O pesquisador afirma que não é possível desassociar o serviço de bondes elétricos e de iluminação pública à intenção modernizadora e higienista de Lemos. “A velocidade e a iluminação elétrica possuíam forte significado em termos de avanço científico, o que ratificava os bondes elétricos como símbolos de civilização e modernidade”, pontua Lima.

Consolidação da Pará Eletric 

A Pará Electric Railways and Lightning Company Limited inaugurou sua primeira linha de bonde elétrico em agosto de 1907. Gradativamente, foram implantadas dez linhas, concentradas em bairros mais centrais da cidade, com poucas viagens cobrindo bairros periféricos.

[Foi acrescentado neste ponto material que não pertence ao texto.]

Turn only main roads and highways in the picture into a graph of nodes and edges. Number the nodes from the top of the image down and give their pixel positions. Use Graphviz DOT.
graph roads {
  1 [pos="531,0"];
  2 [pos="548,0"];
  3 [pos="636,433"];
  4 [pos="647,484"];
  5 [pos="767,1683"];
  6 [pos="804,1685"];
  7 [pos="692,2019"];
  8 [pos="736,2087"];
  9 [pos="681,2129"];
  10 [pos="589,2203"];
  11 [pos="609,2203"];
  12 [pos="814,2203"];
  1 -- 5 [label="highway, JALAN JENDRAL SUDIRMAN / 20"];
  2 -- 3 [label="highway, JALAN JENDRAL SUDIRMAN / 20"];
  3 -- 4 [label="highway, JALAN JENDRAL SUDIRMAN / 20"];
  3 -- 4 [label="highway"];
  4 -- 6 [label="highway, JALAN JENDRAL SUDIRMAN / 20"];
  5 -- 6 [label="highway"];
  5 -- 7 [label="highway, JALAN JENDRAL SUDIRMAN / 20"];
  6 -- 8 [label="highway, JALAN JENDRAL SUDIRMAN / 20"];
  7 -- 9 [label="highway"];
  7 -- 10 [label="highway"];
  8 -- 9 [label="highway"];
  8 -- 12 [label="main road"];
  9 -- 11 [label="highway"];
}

Inicialmente, as linhas de bonde elétrico cobriam partes da cidade que já eram atendidas previamente pelos bondes a vapor e por tração animal. Porém, com o tempo, trilhos do bonde elétrico começaram a alcançar outras áreas, como os bairros da Cremação, da Pedreira e do Souza. A chegada dos trilhos provocou uma remodelação dos bairros e reorganização espacial da cidade, não só por conta das novas vias abertas, mas pelo aumento da mobilidade e outras obras de infraestrutura, como calçamento, drenagem e outros serviços.

“O número de linhas oferecidas pela The Pará Eletric era maior em relação às concessionárias anteriores. A rede de trilhos aproveitava bastante do sistema prévio, porém, novas frentes vinculadas ao novo cemitério da José Bonifácio, à Usina de Cremação ou à expansão da linha da Padre Eutíquio viabilizavam a consolidação de áreas ainda mais distantes do centro tradicional da cidade: os bairros do Jurunas, Cremação e Guamá. A última linha inaugurada pela empresa, em 1927, representa a linha da Pedreira, que consolida o bairro de mesmo nome”, detalha o doutorando.

image Estação do bonde elétrico, registrando destinos como Marco, Souza e Cremação; mais tarde, linhas de ônibus adotaram mesmos itinerários e paradas dos bondes (Foto: Acervo do pesquisador estadunidense Allen Morrison)

Segundo George Lima, as linhas criadas pelos bondes acabaram determinando a definição dos trajetos das linhas de ônibus, posteriormente. “Essa disposição das linhas se vincularia de maneira tão forte com a consolidação das áreas ocupadas na cidade, que após o fim do serviço, em 1947, os ônibus reproduziriam, em grande medida, as linhas e paradas dos bondes. Até mesmo atualmente, muitas das linhas passam nos mesmos pontos dos bondes,” relata.

Declínio: bondes dão lugar aos ônibus

Em 1911, surgiu o primeiro serviço de ônibus em Belém. Com a concorrência de um transporte mais rápido e mais seguro, os bondes foram perdendo cada vez mais passageiros. Isso complicou a situação financeira da Pará Eletric e o serviço prestado decaiu em qualidade, com constantes interrupções de energia e péssimas condições dos bondes. Em abril de 1947, depois de uma intervenção federal na empresa, o tráfego de bondes foi suspenso

image Avenida Portugal e Praça do Relógio, em 1930, com bondes elétricos ao fundo (Foto: Acervo do pesquisador estadunidense Allen Morrison)

Turismo e abandono

Em 2002, a Prefeitura de Belém decidiu reimplantar uma linha de bonde, com finalidade turística, na Cidade Velha. Para isso, foi adquirido um bonde em Campinas (SP) e foram instalados quase dois quilômetros de trilhos, em um percurso histórico, passando por pontos como Rua João Alfredo, Catedral da Sé e Feira do Açaí.

Após a inauguração, com uma primeira viagem, o projeto foi abandonado por gestões municipais posteriores. Hoje, tanto o bonde quanto a estação que o abriga encontram-se sem utilidade.